■ THE PROBLEM: Return each entry unchanged.

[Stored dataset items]
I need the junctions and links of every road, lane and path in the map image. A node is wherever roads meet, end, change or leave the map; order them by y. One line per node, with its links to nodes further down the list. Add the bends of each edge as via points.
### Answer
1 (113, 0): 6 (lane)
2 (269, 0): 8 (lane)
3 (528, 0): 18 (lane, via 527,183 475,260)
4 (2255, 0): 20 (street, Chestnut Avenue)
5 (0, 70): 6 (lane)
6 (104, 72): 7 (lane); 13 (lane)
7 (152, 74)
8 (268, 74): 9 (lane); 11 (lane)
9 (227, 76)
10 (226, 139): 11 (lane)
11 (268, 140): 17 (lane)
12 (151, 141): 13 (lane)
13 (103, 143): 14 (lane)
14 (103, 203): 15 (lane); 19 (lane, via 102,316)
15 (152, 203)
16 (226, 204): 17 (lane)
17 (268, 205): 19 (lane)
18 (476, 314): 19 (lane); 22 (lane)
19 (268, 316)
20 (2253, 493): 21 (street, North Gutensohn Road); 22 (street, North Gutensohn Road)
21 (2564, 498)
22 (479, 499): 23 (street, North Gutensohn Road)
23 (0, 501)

■ ANSWER BOX:
I need the junctions and links of every road, lane and path in the map image. A node is wherever roads meet, end, change or leave the map; order them by y. One line per node, with its links to nodes further down the list. Add the bends of each edge as via points.
### Answer
1 (113, 0): 6 (lane)
2 (269, 0): 8 (lane)
3 (528, 0): 18 (lane, via 527,183 475,260)
4 (2255, 0): 20 (street, Chestnut Avenue)
5 (0, 70): 6 (lane)
6 (104, 72): 7 (lane); 13 (lane)
7 (152, 74)
8 (268, 74): 9 (lane); 11 (lane)
9 (227, 76)
10 (226, 139): 11 (lane)
11 (268, 140): 17 (lane)
12 (151, 141): 13 (lane)
13 (103, 143): 14 (lane)
14 (103, 203): 15 (lane); 19 (lane, via 102,316)
15 (152, 203)
16 (226, 204): 17 (lane)
17 (268, 205): 19 (lane)
18 (476, 314): 19 (lane); 22 (lane)
19 (268, 316)
20 (2253, 493): 21 (street, North Gutensohn Road); 22 (street, North Gutensohn Road)
21 (2564, 498)
22 (479, 499): 23 (street, North Gutensohn Road)
23 (0, 501)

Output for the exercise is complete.